Segundo a nutricionista da Secretaria Municipal de Educação e Cultura (SMEC), Adriana Luft, a escola é um local estratégico para promoção da saúde e da alimentação saudável. "É imprescindível que o espaço escolar garanta condições de escolhas alimentares saudáveis, que visem à promoção e à proteção da saúde, assim como opções e caminhos adequados para efetivá-las", define a nutricionista.

"Estamos sempre empenhados em oferecer o melhor aos alunos da rede, com uma alimentação saudável, eliminando alimentos com muita quantidade de açúcar, por exemplo. Há preocupação em elaborar os cardápios com a inclusão de frutas e verduras diariamente. Um diferencial em 2018 está no chocolate com 50% de cacau em sua composição. Outro diferencial está na nutrição completa dos bebês com a introdução das fórmulas infantis, o que foi de ótima aceitação. Assim, pensar em uma alimentação saudável é pensar na saúde das crianças e condição necessária para aprender", destaca a titular da SMEC, Simone Schneider.

Restrição de açúcar e aquisição de cacau 50%

A oferta de açúcar no cardápio das escolas municipais é restrita em 220 calorias por aluno na semana. Pois, estudos demonstram que o consumo destes alimentos está associado ao excesso de peso e à obesidade ainda na infância, além de provocar dislipidemias e alteração da pressão arterial, podem também ser a causa de anemia e alergias. 

As crianças já nascem com preferência ao sabor doce, portanto, oferecer alimentos adicionados de açúcar ou alimentos com grandes quantidades de energia faz com que a criança se desinteresse pelas frutas, verduras e legumes, alimentos que são fontes importantes de nutrientes. Como estratégia para uma oferta mais saudável, em 2018 houve a aquisição do chocolate com 50% de cacau em sua composição, visto que, anteriormente o principal ingrediente do achocolatado era o açúcar.

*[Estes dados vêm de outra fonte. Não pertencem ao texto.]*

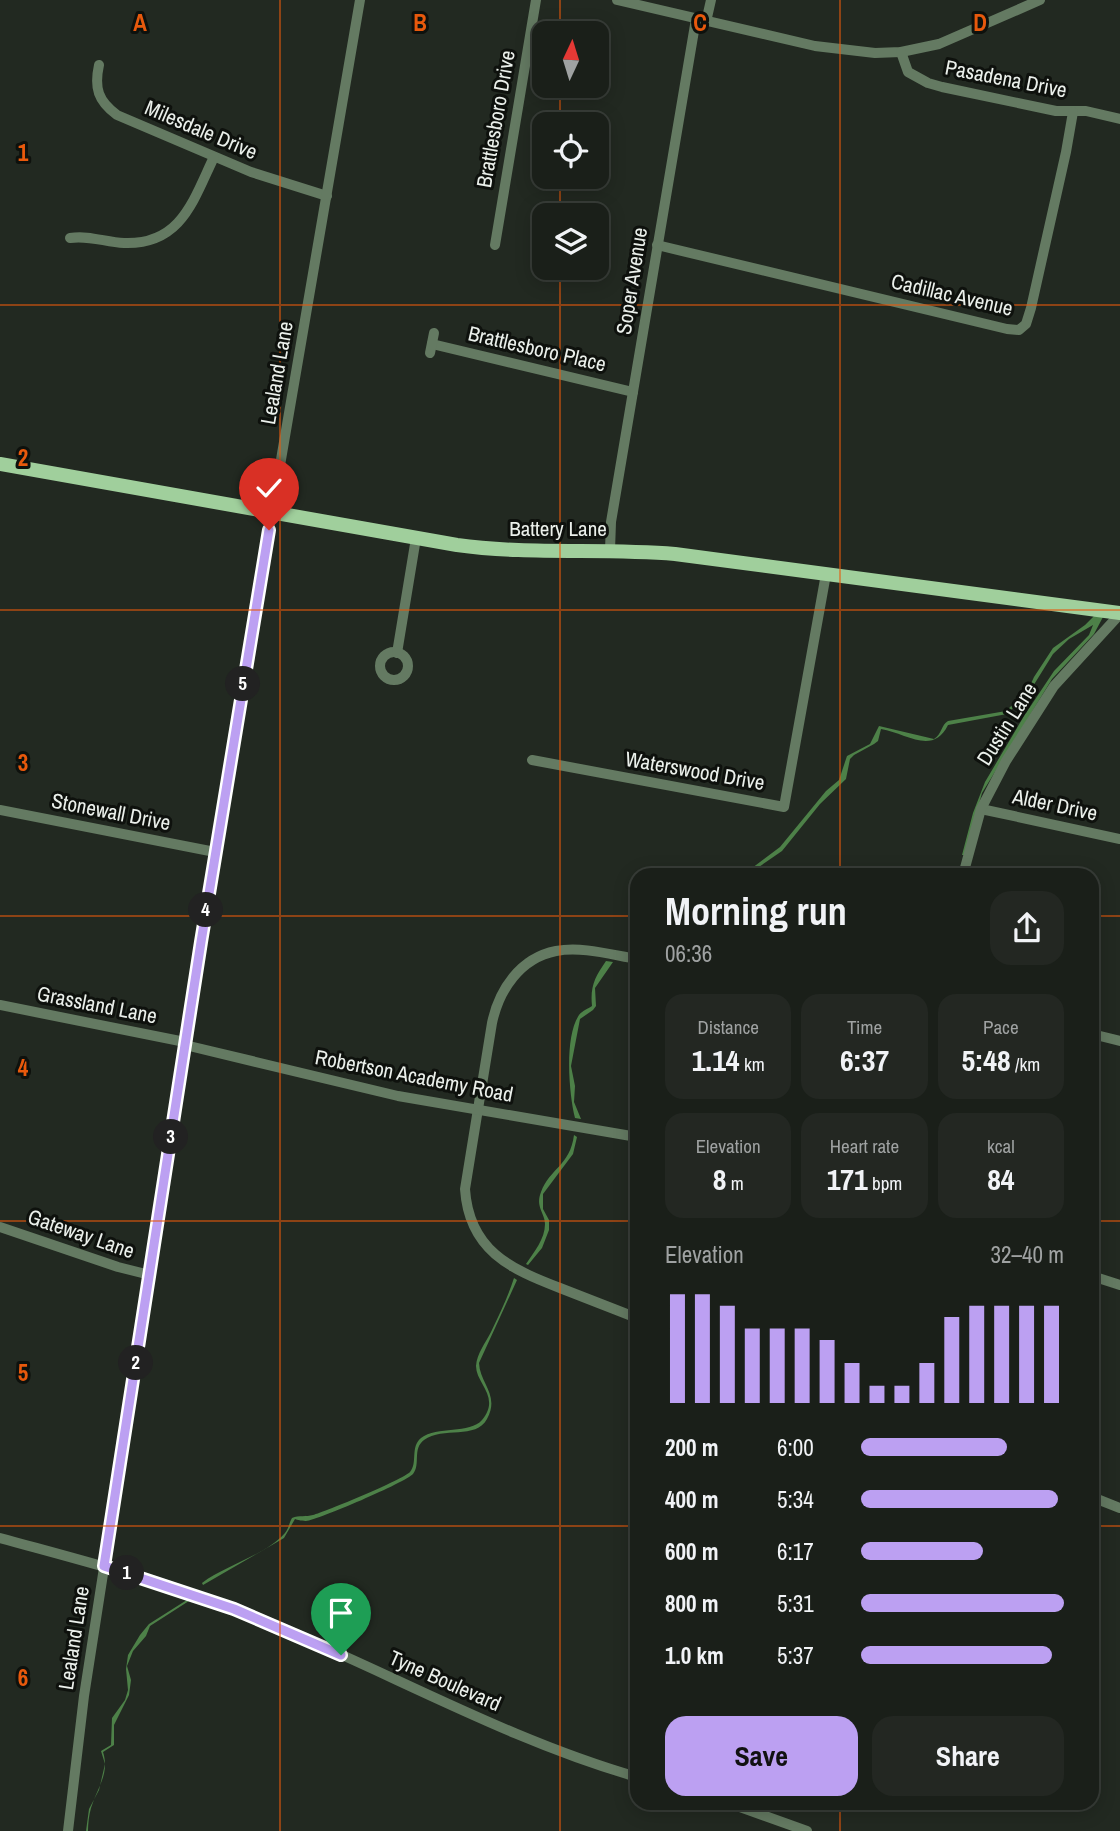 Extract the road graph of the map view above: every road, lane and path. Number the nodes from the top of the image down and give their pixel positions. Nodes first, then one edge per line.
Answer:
1 (360, 0) edge
2 (536, 0) edge
3 (617, 0) edge
4 (711, 0) edge
5 (1040, 0) edge
6 (701, 21) junction
7 (901, 52) junction
8 (99, 65) dead end
9 (1073, 112) junction
10 (1120, 119) edge
11 (214, 158) junction
12 (327, 195) junction
13 (70, 238) dead end
14 (495, 245) dead end
15 (657, 245) junction
16 (432, 343) dead end
17 (633, 392) junction
18 (0, 464) edge
19 (272, 513) junction
20 (416, 538) junction
21 (610, 550) junction
22 (826, 574) junction
23 (1120, 614) edge
24 (397, 653) dead end
25 (532, 760) dead end
26 (981, 809) junction
27 (0, 810) edge
28 (1120, 839) edge
29 (215, 852) junction
30 (965, 868) edge
31 (630, 958) edge
32 (0, 1005) edge
33 (1099, 1036) edge
34 (1120, 1041) edge
35 (185, 1044) junction
36 (477, 1110) junction
37 (630, 1136) edge
38 (0, 1227) edge
39 (150, 1275) junction
40 (1099, 1278) edge
41 (1120, 1286) edge
42 (630, 1315) edge
43 (1099, 1500) edge
44 (1120, 1508) edge
45 (0, 1538) edge
46 (104, 1566) junction
47 (630, 1775) edge
48 (748, 1810) edge
49 (68, 1831) edge
50 (807, 1831) edge

1 - 12 street, Lealand Lane
2 - 14 street, Brattlesboro Drive
3 - 6 street
4 - 6 street, Soper Avenue
5 - 7 street
6 - 7 street
6 - 15 street, Soper Avenue
7 - 9 street, Pasadena Drive
8 - 11 street, Milesdale Drive
9 - 10 street, Pasadena Drive
9 - 15 street, Cadillac Avenue
11 - 12 street, Milesdale Drive
11 - 13 street
12 - 19 street, Lealand Lane
15 - 17 street, Soper Avenue
16 - 17 street, Brattlesboro Place
17 - 21 street, Soper Avenue
18 - 19 main road, Battery Lane
19 - 20 main road, Battery Lane
19 - 29 street, Lealand Lane
20 - 21 main road, Battery Lane
20 - 24 street
21 - 22 main road, Battery Lane
22 - 23 main road, Battery Lane
22 - 25 street, Waterswood Drive
23 - 26 street, Dustin Lane
26 - 28 street, Alder Drive
26 - 30 street, Dustin Lane
27 - 29 street, Stonewall Drive
29 - 35 street, Lealand Lane
31 - 36 street
32 - 35 street, Grassland Lane
33 - 34 street
35 - 36 street, Robertson Academy Road
35 - 39 street, Lealand Lane
36 - 37 street, Robertson Academy Road
36 - 42 street
38 - 39 street, Gateway Lane
39 - 46 street, Lealand Lane
40 - 41 street
43 - 44 street
45 - 46 street, Tyne Boulevard
46 - 47 street, Tyne Boulevard
46 - 49 street, Lealand Lane
48 - 50 street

Alimento para estudantes com alergia ou intolerância

Em 2018 a Administração Municipal proporcionou muitas conquistas à Alimentação Escolar, as escolas de Educação Infantil passaram a fornecer a fórmula infantil de partida e de seguimento para todos os alunos menores de 1 ano, pois, de acordo com a Sociedade Brasileira de Pediatria, o leite de vaca não é um alimento recomendado para crianças menores de um ano. No momento, a SMEC atende 116 alunos, representando o consumo médio de 103, 2 kg de fórmula infantil ao mês. Também, os alunos que possuem alergia alimentar ou intolerância, recebem uma fórmula infantil especial, representando uma média de consumo mensal de 4 kg.